The factory was the city's largest garment manufacturer, making "shirtwaist" blouses, as many as 500 workers, working from 7:30 a.m. to as late as 9 p.m. during the busy season, six days a week, earning between $1 and $12 an hour. On average, wages seem to have been somewhere in the neighborhood of $3.00 to $3.50 an hour in today's dollars, inflation-adjusted.
A grimly fascinating "oral history" of former worker Pauline Newman can be found at History Matters, including audio. Here's an excerpt:
They were the kind of employers who didn't recognize anyone working for them as a human being. You were not allowed to sing. Operators would like to have sung, because they, too, had the same thing to do, and weren't allowed to sing.

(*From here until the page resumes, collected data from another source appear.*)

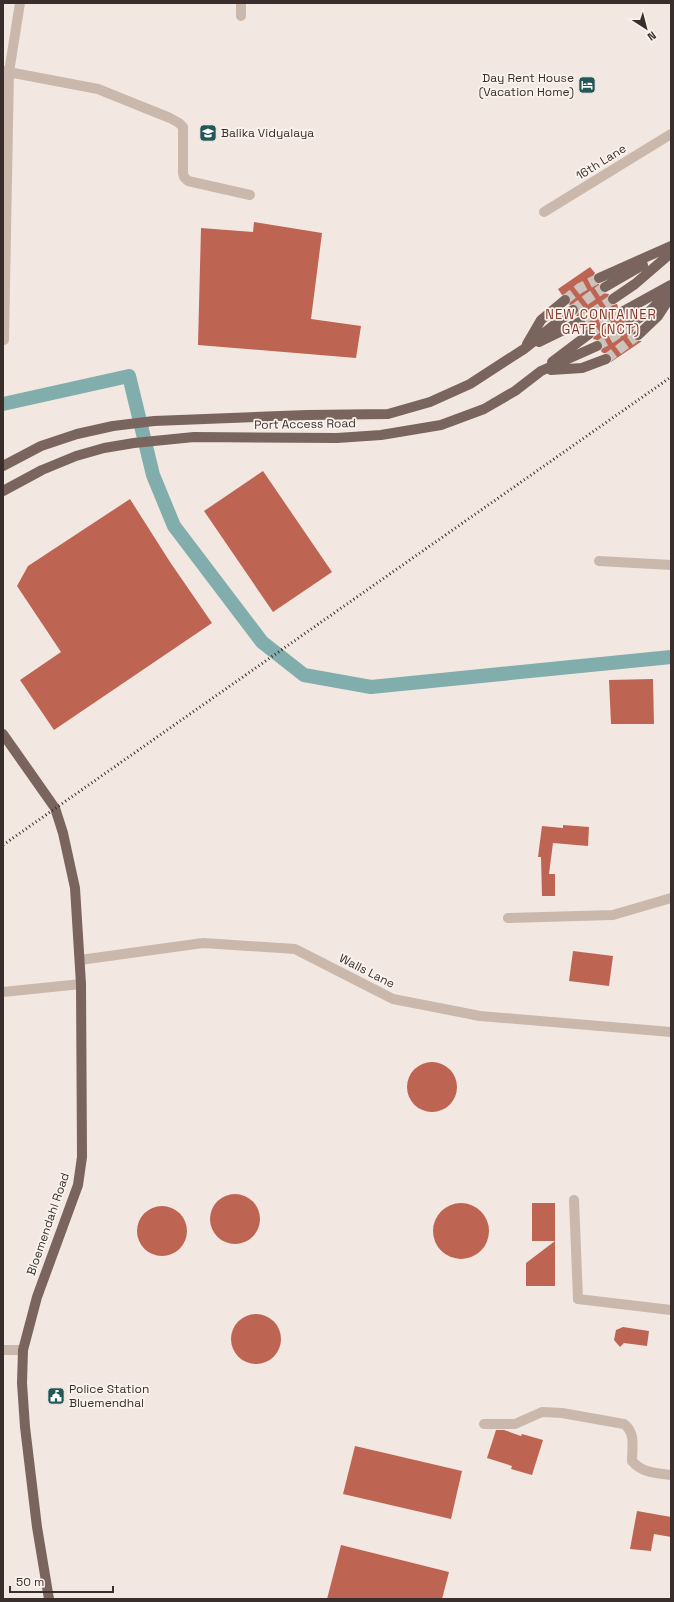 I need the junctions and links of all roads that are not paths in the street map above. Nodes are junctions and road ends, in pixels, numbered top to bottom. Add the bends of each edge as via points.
1 (20, 3) edge
2 (241, 3) edge
3 (241, 16) dead end
4 (6, 71) edge
5 (671, 134) edge
6 (250, 195) dead end
7 (544, 212) dead end
8 (671, 247) edge
9 (671, 253) edge
10 (599, 278) tunnel mouth
11 (671, 285) edge
12 (605, 287) tunnel mouth
13 (671, 289) edge
14 (671, 296) edge
15 (613, 299) tunnel mouth
16 (565, 300) tunnel mouth
17 (573, 310) tunnel mouth
18 (622, 312) tunnel mouth
19 (580, 322) tunnel mouth
20 (630, 324) tunnel mouth
21 (589, 334) tunnel mouth
22 (638, 335) tunnel mouth
23 (4, 340) dead end
24 (597, 346) tunnel mouth
25 (524, 349) junction
26 (606, 359) tunnel mouth
27 (541, 371) junction
28 (3, 466) edge
29 (3, 491) edge
30 (599, 561) dead end
31 (671, 565) edge
32 (3, 734) edge
33 (671, 898) edge
34 (508, 918) dead end
35 (80, 960) junction
36 (81, 984) junction
37 (3, 992) edge
38 (671, 1032) edge
39 (574, 1200) dead end
40 (671, 1310) edge
41 (3, 1350) edge
42 (23, 1350) junction
43 (484, 1424) dead end
44 (671, 1475) edge
45 (49, 1599) edge

1 - 4 street
2 - 3 street
4 - 6 street via 98,89 170,118 183,128 183,173 188,181
4 - 23 street
5 - 7 street, 16th Lane
8 - 10 main road
8 - 12 main road
9 - 15 main road
11 - 18 main road
13 - 20 main road via 651,310
14 - 22 main road via 658,316
16 - 25 main road via 541,320
17 - 25 main road, Port Access Road
19 - 25 main road
21 - 27 main road
24 - 27 main road, Port Access Road
25 - 28 main road, Port Access Road via 470,384 430,402 388,414 154,420 77,434 41,446
26 - 27 main road via 582,368
27 - 29 main road, Port Access Road via 515,391 484,409 441,425 381,435 336,438 194,437 134,443 76,456 42,470
30 - 31 street
32 - 35 main road, Bloemendahl Road via 55,808 75,888
33 - 34 street via 613,915
35 - 36 main road, Bloemendahl Road
35 - 38 street, Walls Lane via 203,943 295,949 393,999 480,1016
36 - 37 street
36 - 42 main road, Bloemendahl Road via 82,1157 78,1185 37,1297
39 - 40 street via 578,1299
41 - 42 street
42 - 45 main road, Bloemendahl Road via 25,1427
43 - 44 street via 515,1424 542,1412 624,1424 633,1436 632,1461 637,1467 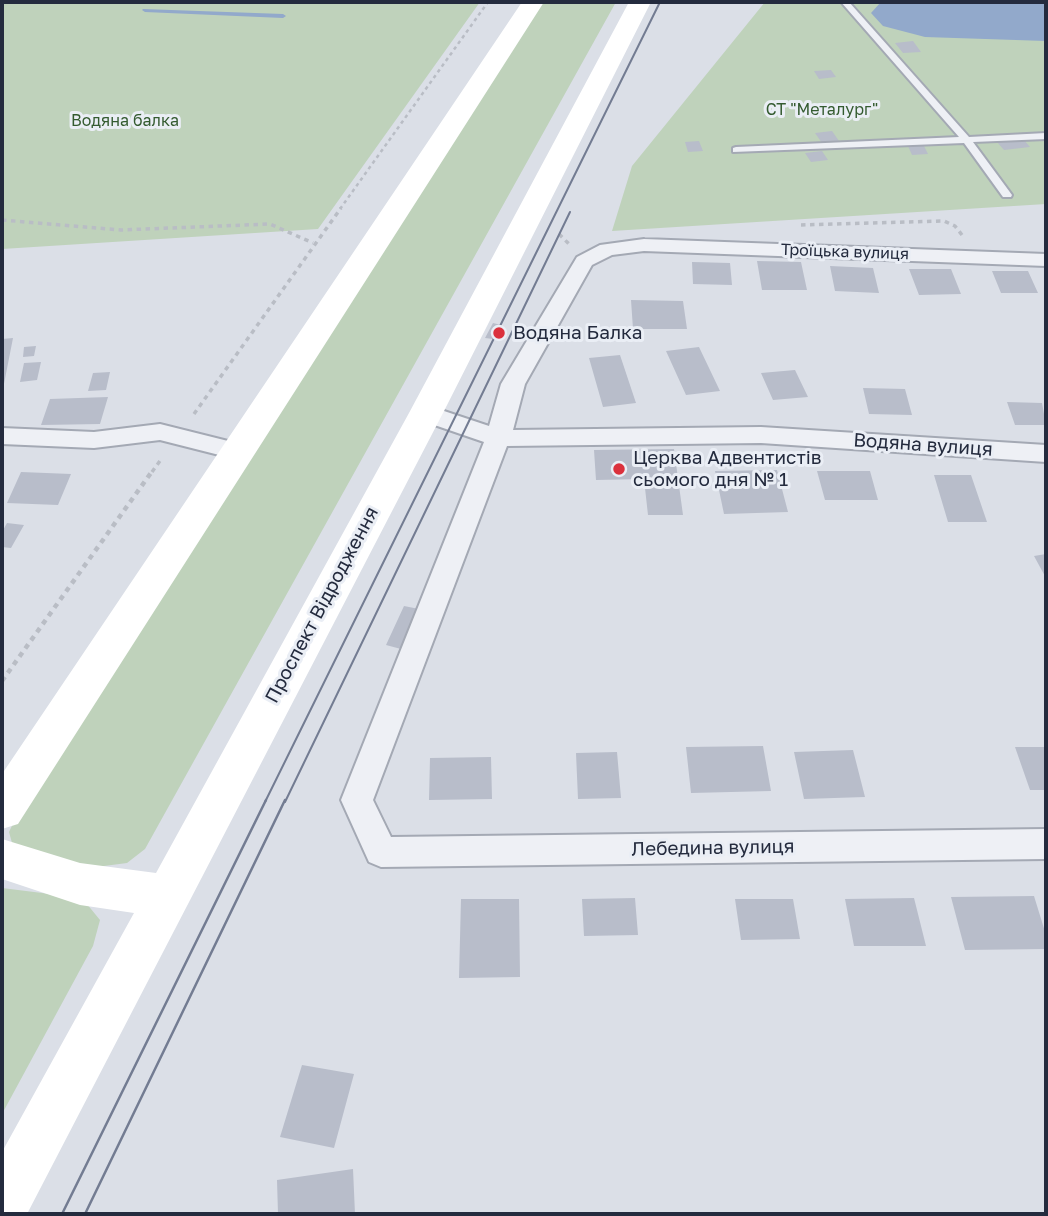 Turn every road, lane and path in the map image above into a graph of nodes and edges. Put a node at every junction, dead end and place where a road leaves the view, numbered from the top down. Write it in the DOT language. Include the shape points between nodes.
graph roads {
  1 [pos="488,2"];
  2 [pos="533,2"];
  3 [pos="640,2"];
  4 [pos="845,2"];
  5 [pos="1046,136"];
  6 [pos="967,140"];
  7 [pos="736,150"];
  8 [pos="1007,195"];
  9 [pos="2,220"];
  10 [pos="313,243"];
  11 [pos="1046,260"];
  12 [pos="426,413"];
  13 [pos="2,436"];
  14 [pos="178,437"];
  15 [pos="498,438"];
  16 [pos="239,453"];
  17 [pos="1046,454"];
  18 [pos="2,681"];
  19 [pos="2,810"];
  20 [pos="1046,844"];
  21 [pos="381,852"];
  22 [pos="2,859"];
  23 [pos="166,896"];
  24 [pos="2,1206"];
  1 -- 10 [label="path"];
  2 -- 16 [label="main road"];
  3 -- 12 [label="main road, Проспект Відродження"];
  4 -- 6 [label="lane"];
  5 -- 6 [label="lane"];
  6 -- 7 [label="lane"];
  6 -- 8 [label="lane"];
  9 -- 10 [label="path" via="121,230 270,224"];
  10 -- 14 [label="path"];
  11 -- 15 [label="street, Троїцька вулиця" via="644,244 607,249 584,261 513,384"];
  12 -- 15 [label="street, Водяна вулиця"];
  12 -- 23 [label="main road, Проспект Відродження"];
  13 -- 14 [label="street" via="94,440 160,432"];
  14 -- 16 [label="street"];
  14 -- 18 [label="path"];
  15 -- 17 [label="street, Водяна вулиця" via="761,435"];
  15 -- 21 [label="street, Троїцька вулиця" via="357,800"];
  16 -- 19 [label="main road"];
  20 -- 21 [label="street, Лебедина вулиця"];
  22 -- 23 [label="main road" via="80,884"];
  23 -- 24 [label="main road, Проспект Відродження"];
}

You were not allowed to talk to each other. Oh, no!
They would sneak up behind you, and if you were found talking to your next colleague you were admonished. If you'd keep on, you'd be fired. If you went to the toilet, and you were there more than the forelady or foreman thought you should be, you were threatened to be laid off for a half a day, and sent home, and that meant, of course, no pay, you know? You were not allowed to use the passenger elevator, only a freight elevator.
And ah, you were watched every minute of the day by the foreman, forelady. Employers would sneak behind your back. And you were not allowed to have your lunch on the fire escape in the summertime. And that door was locked. And that was proved during the investigation of the fire. They were mean people.
A 1909 strike at Triangle Shirtwaist, in which Ms. Newman had taken part, ended in failure. At the time of the fire, stairway doors in the 10-story building remained locked to prevent theft. The fire escape was defective. The owners, successful Jews who had emigrated to America only 20 years before the tragedy, escaped via the roof.